## WORK REQUEST
Each entry is to be retyped exactly as it appears, and each image is to be dropped.
= Beginning of Section =
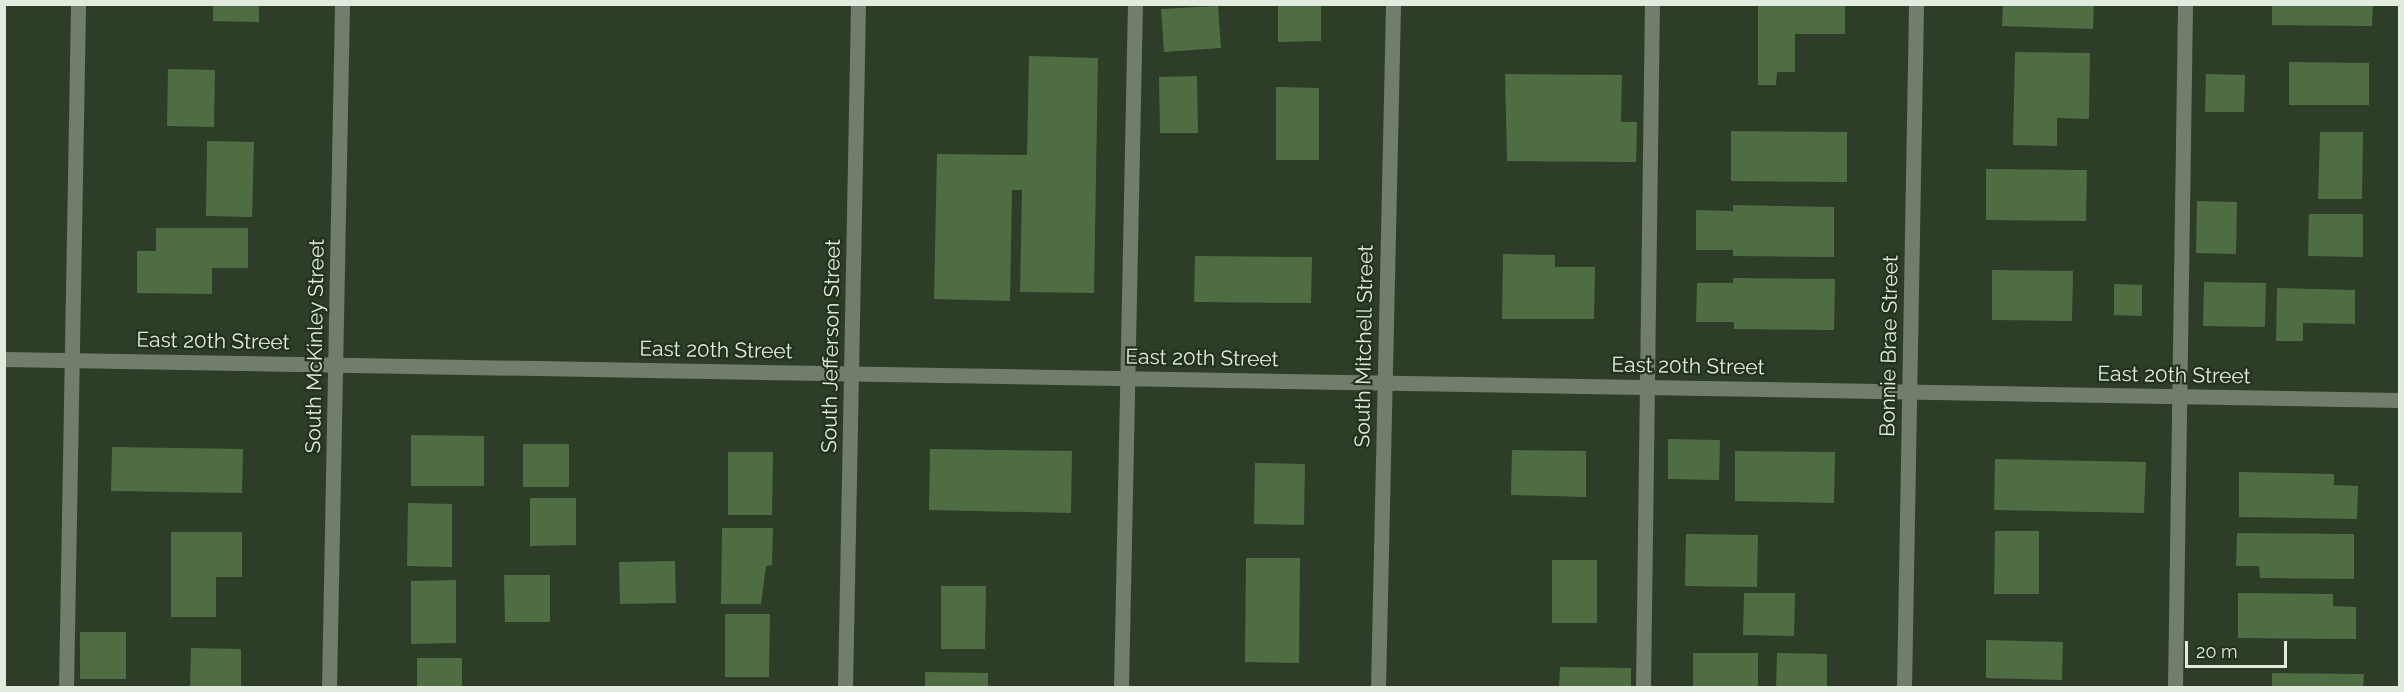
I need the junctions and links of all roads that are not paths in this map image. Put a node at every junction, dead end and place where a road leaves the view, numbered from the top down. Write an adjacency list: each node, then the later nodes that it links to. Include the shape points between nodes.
1 (78, 4): 10 (street)
2 (342, 4): 11 (street, South McKinley Street)
3 (858, 4): 12 (street, South Jefferson Street)
4 (1135, 4): 13 (street)
5 (1393, 4): 14 (street, South Mitchell Street)
6 (1652, 4): 15 (street)
7 (1916, 4): 16 (street, Bonnie Brae Street)
8 (2185, 4): 17 (street)
9 (4, 358): 10 (street, East 20th Street)
10 (72, 360): 11 (street, East 20th Street); 19 (street)
11 (335, 364): 12 (street, East 20th Street); 20 (street, South McKinley Street)
12 (851, 373): 13 (street, East 20th Street); 21 (street, South Jefferson Street)
13 (1127, 378): 14 (street, East 20th Street); 22 (street)
14 (1385, 382): 15 (street, East 20th Street); 23 (street, South Mitchell Street)
15 (1647, 387): 16 (street, East 20th Street); 24 (street)
16 (1909, 391): 17 (street, East 20th Street); 25 (street, Bonnie Brae Street)
17 (2180, 396): 18 (street, East 20th Street); 26 (street)
18 (2400, 400)
19 (66, 687)
20 (329, 687)
21 (845, 687)
22 (1121, 687)
23 (1378, 687)
24 (1643, 687)
25 (1905, 687)
26 (2175, 687)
= End of Section =
## COMPLETED EXERCISE
I need the junctions and links of all roads that are not paths in this map image. Put a node at every junction, dead end and place where a road leaves the view, numbered from the top down. Write an adjacency list: each node, then the later nodes that it links to. Include the shape points between nodes.
1 (78, 4): 10 (street)
2 (342, 4): 11 (street, South McKinley Street)
3 (858, 4): 12 (street, South Jefferson Street)
4 (1135, 4): 13 (street)
5 (1393, 4): 14 (street, South Mitchell Street)
6 (1652, 4): 15 (street)
7 (1916, 4): 16 (street, Bonnie Brae Street)
8 (2185, 4): 17 (street)
9 (4, 358): 10 (street, East 20th Street)
10 (72, 360): 11 (street, East 20th Street); 19 (street)
11 (335, 364): 12 (street, East 20th Street); 20 (street, South McKinley Street)
12 (851, 373): 13 (street, East 20th Street); 21 (street, South Jefferson Street)
13 (1127, 378): 14 (street, East 20th Street); 22 (street)
14 (1385, 382): 15 (street, East 20th Street); 23 (street, South Mitchell Street)
15 (1647, 387): 16 (street, East 20th Street); 24 (street)
16 (1909, 391): 17 (street, East 20th Street); 25 (street, Bonnie Brae Street)
17 (2180, 396): 18 (street, East 20th Street); 26 (street)
18 (2400, 400)
19 (66, 687)
20 (329, 687)
21 (845, 687)
22 (1121, 687)
23 (1378, 687)
24 (1643, 687)
25 (1905, 687)
26 (2175, 687)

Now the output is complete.